# More Updates: Montis and Chalice Settled in. Urchin up to the usual



## Puff (Feb 14, 2005)

just thought i would do my usual update. the urchin is still carrying the green hair algae...not it is starting to grow quite nicely on him. looks like he brushes it out every morning.lol

the montis and alien eye chalice are doing quite well. everything is now mounted on liverock except for one small piece of lime green monti cap.
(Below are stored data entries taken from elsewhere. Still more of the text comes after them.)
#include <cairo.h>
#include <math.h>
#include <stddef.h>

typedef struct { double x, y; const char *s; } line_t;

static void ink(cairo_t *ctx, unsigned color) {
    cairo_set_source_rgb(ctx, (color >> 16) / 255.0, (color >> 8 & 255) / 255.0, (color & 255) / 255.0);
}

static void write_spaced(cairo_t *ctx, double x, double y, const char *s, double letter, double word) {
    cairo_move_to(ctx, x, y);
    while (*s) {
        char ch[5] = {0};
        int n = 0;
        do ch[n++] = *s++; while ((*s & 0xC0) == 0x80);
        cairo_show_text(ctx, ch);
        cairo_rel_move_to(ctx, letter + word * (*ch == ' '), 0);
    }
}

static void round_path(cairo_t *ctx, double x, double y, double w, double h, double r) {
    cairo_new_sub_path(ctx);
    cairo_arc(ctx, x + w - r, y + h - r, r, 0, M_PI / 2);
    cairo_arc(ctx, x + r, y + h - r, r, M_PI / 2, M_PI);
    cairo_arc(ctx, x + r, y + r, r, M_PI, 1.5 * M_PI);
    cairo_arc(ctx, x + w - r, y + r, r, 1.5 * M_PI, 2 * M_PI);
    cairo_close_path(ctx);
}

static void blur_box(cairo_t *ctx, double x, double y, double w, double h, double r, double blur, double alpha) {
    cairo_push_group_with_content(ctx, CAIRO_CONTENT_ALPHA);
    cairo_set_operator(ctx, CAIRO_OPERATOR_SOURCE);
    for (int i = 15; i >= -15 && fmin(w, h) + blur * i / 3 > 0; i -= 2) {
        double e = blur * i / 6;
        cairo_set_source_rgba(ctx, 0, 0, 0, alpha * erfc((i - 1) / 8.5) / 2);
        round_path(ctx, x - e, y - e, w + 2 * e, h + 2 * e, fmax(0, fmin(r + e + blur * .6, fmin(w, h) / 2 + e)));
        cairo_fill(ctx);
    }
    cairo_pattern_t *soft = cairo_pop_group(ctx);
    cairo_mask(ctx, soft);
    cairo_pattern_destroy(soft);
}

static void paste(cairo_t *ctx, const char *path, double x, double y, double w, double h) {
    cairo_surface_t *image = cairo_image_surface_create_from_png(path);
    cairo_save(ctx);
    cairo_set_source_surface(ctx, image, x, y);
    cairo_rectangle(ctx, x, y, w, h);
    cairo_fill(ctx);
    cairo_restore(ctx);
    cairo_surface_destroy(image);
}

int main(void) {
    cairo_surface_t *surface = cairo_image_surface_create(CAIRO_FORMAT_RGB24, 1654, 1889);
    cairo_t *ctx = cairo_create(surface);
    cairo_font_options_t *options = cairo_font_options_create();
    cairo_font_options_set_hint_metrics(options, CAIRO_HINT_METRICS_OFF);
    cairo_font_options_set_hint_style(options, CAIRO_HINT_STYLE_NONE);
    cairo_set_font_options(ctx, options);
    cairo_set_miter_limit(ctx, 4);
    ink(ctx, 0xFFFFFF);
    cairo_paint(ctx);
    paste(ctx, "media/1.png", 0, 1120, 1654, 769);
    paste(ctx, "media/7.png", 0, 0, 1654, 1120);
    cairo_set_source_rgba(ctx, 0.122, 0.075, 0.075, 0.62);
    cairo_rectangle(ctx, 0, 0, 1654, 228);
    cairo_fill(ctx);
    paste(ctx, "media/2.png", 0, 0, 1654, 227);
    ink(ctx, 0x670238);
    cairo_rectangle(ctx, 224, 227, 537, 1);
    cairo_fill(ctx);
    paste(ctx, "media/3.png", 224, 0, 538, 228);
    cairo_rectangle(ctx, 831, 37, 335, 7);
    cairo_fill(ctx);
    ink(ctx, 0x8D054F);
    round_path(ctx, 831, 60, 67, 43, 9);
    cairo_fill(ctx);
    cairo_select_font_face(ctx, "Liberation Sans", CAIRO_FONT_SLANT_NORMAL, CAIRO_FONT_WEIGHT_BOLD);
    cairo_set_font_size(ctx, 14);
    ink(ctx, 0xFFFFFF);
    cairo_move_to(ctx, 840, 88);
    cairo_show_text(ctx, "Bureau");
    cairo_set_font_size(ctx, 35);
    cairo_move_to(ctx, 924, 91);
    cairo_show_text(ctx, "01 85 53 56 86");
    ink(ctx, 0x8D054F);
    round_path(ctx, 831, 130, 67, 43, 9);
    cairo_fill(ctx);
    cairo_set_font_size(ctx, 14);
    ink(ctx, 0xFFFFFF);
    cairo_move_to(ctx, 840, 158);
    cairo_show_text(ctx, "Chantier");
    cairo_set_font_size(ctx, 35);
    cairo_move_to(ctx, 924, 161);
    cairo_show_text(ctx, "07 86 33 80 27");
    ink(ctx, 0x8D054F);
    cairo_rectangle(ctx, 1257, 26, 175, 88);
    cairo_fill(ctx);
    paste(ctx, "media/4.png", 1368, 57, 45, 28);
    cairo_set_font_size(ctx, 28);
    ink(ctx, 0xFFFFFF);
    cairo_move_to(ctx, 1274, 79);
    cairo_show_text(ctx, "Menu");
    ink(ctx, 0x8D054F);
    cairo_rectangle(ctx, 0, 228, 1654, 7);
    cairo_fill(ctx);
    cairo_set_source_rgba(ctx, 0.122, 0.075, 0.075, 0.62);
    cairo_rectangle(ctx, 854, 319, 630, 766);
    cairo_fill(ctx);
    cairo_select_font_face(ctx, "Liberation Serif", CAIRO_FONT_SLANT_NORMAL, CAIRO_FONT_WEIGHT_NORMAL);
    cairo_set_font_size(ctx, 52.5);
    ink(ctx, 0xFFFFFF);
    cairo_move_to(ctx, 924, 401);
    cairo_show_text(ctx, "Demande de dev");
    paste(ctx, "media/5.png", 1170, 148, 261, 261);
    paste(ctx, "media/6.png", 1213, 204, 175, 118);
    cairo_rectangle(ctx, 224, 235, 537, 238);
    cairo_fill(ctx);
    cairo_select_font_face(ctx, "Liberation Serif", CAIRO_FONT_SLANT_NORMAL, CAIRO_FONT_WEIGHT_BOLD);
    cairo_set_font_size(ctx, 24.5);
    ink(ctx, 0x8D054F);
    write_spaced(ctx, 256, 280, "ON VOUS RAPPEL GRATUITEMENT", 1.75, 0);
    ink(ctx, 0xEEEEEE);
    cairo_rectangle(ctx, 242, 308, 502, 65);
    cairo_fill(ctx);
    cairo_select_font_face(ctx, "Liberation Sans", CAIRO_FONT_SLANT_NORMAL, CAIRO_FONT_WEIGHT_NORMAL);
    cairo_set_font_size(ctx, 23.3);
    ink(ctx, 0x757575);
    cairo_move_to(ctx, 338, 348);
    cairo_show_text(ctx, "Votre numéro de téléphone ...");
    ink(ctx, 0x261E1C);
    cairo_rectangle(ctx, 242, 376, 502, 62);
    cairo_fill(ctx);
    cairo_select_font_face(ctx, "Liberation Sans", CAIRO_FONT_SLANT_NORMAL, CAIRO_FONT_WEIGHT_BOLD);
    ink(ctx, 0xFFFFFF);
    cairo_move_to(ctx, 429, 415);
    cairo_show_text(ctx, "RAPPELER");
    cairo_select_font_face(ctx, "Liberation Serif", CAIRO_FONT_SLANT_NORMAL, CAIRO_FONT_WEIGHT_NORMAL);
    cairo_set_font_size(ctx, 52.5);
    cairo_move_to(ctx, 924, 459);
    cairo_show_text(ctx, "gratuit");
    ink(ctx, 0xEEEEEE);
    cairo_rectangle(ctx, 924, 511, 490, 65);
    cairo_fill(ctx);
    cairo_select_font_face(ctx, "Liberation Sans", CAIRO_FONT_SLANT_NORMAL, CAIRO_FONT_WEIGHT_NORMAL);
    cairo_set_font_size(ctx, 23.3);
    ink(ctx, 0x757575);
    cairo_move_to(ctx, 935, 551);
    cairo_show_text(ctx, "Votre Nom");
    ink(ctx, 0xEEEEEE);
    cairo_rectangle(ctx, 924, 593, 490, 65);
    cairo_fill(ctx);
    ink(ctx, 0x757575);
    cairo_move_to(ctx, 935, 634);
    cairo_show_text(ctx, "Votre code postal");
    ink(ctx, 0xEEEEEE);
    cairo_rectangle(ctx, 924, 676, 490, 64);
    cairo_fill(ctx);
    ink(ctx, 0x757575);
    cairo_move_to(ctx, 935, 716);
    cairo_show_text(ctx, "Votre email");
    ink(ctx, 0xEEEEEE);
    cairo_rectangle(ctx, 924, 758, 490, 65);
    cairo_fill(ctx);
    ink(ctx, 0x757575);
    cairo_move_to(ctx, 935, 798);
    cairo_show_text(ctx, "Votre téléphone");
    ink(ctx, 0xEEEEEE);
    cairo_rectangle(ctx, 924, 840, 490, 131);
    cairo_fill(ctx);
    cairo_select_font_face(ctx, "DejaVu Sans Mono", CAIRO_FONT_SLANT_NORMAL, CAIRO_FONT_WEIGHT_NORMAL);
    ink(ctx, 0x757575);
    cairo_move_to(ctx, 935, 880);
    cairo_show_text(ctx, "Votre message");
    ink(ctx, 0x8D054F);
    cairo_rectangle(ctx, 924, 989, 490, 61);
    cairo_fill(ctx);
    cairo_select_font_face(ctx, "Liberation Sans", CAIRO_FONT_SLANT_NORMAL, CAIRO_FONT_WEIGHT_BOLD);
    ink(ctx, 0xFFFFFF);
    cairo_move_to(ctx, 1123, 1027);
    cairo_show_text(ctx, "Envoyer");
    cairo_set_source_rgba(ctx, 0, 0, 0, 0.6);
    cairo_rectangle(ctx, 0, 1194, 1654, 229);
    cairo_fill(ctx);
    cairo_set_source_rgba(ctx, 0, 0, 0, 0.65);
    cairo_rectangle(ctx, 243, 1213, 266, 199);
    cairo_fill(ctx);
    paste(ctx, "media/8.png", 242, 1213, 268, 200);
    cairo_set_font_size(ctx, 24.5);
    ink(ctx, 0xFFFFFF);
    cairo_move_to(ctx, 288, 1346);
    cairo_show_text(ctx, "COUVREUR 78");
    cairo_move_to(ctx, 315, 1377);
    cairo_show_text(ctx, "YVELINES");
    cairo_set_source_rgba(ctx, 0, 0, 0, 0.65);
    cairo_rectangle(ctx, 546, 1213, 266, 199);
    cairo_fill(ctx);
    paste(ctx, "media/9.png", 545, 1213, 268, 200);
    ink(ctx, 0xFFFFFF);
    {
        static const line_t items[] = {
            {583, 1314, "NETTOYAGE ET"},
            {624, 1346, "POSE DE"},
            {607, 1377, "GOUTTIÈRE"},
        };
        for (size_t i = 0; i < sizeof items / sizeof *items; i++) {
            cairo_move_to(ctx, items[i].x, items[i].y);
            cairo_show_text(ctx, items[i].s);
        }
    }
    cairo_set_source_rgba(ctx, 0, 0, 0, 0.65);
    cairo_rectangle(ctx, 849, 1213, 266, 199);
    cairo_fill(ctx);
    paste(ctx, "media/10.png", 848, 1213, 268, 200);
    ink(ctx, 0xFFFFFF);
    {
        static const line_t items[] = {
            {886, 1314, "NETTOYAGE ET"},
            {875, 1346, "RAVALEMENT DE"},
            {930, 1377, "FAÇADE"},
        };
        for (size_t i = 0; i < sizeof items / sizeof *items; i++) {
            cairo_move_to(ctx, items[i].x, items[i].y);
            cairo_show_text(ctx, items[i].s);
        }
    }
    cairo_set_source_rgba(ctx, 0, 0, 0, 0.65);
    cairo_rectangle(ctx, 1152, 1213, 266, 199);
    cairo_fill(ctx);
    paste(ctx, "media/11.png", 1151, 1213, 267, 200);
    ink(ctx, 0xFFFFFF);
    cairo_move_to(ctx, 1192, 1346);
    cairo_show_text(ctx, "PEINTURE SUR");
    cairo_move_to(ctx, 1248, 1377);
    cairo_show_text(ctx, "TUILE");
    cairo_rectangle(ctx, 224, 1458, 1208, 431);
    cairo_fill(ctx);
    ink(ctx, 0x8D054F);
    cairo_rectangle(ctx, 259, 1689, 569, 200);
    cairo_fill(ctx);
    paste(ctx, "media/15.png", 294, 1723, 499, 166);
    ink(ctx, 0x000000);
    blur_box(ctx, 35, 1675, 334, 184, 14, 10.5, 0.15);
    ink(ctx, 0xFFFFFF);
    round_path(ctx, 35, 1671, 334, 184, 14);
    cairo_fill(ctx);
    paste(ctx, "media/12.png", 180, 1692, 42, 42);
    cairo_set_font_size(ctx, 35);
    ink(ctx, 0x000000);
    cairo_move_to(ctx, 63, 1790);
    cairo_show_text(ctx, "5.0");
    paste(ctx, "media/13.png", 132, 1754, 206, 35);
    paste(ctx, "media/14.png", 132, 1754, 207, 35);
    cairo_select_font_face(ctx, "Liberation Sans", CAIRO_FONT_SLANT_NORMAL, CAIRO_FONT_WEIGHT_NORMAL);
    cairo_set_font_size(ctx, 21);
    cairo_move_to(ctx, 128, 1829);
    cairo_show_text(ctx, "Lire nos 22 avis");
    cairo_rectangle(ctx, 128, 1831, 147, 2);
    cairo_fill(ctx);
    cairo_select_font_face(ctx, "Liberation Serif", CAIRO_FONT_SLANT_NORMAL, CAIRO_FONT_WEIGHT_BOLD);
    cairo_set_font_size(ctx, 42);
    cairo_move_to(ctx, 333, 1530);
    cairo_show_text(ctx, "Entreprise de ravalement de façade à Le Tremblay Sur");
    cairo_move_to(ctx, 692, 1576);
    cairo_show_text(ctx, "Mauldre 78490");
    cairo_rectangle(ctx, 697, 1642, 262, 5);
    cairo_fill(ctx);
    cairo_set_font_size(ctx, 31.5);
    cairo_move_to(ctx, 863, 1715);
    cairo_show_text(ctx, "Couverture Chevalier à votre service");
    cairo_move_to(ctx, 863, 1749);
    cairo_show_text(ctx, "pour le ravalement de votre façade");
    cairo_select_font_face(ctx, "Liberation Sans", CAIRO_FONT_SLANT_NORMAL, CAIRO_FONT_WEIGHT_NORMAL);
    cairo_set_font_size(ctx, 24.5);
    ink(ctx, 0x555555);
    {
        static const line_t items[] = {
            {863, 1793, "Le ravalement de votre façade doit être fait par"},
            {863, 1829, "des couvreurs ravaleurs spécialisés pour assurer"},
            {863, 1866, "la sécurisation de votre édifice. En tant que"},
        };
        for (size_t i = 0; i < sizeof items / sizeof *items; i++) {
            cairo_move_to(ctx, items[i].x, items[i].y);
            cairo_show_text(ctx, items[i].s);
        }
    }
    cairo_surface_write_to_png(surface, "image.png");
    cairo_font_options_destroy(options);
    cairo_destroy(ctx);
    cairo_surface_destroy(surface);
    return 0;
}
the fish area all doing great.

ive re-glued some zoas to different rocks so that they can grow out better. i found a couple of "gems" in my small zoas. ones that i never noticed before!


----------



## nismo driver (Jan 27, 2004)

looks fantastic, this thing is going text book excellent job..


----------



## notaverage (Sep 10, 2005)

Great pics there!


----------



## StryfeMP (Apr 26, 2007)

Thats just sweet, makes me want to start a saltwater setup.


----------



## acb (Nov 9, 2004)

your tank looks very nice. I just set up my tank. when did you add corals, how big is your tank, and how long have you had your system running for?
thanks, adam


----------



## Puff (Feb 14, 2005)

i moved far too fast (imo). but before i did anything i went and invested in the best equipment i could get my hands on. it was pricey, but it makes things SOOO much easier.

i set up this tank in september or october (cant remember off the top of my head...maybe late september?). It is a 24 gallon "aquapod" cube tank. First off i added live rock to the tank and fuge. i let that run for about 2 weeks. then added some clean up crew...then i waited another week or so, then i added a small rock with a couple of mushrooms on it, a zoa rock, and another SMALL zoa frag. a few days later i noticed that i needed a larger CUC, so i added them. shortly after that i added two small clownfish. another week or two and a local reefer (very experienced) reckoned that it was time for me to add some cool stuff into my tank. so he sold me a cheap frogspawn frag, and gave me a free orange digitata. after that it was balls to the walls for me. if i saw something i would most likely buy it, although i really had to stop myself a few times. i ordered online twice, and got some cool zoas and shrooms. now when i find a local reefer selling stuff i debate whether it would work in my tank or not.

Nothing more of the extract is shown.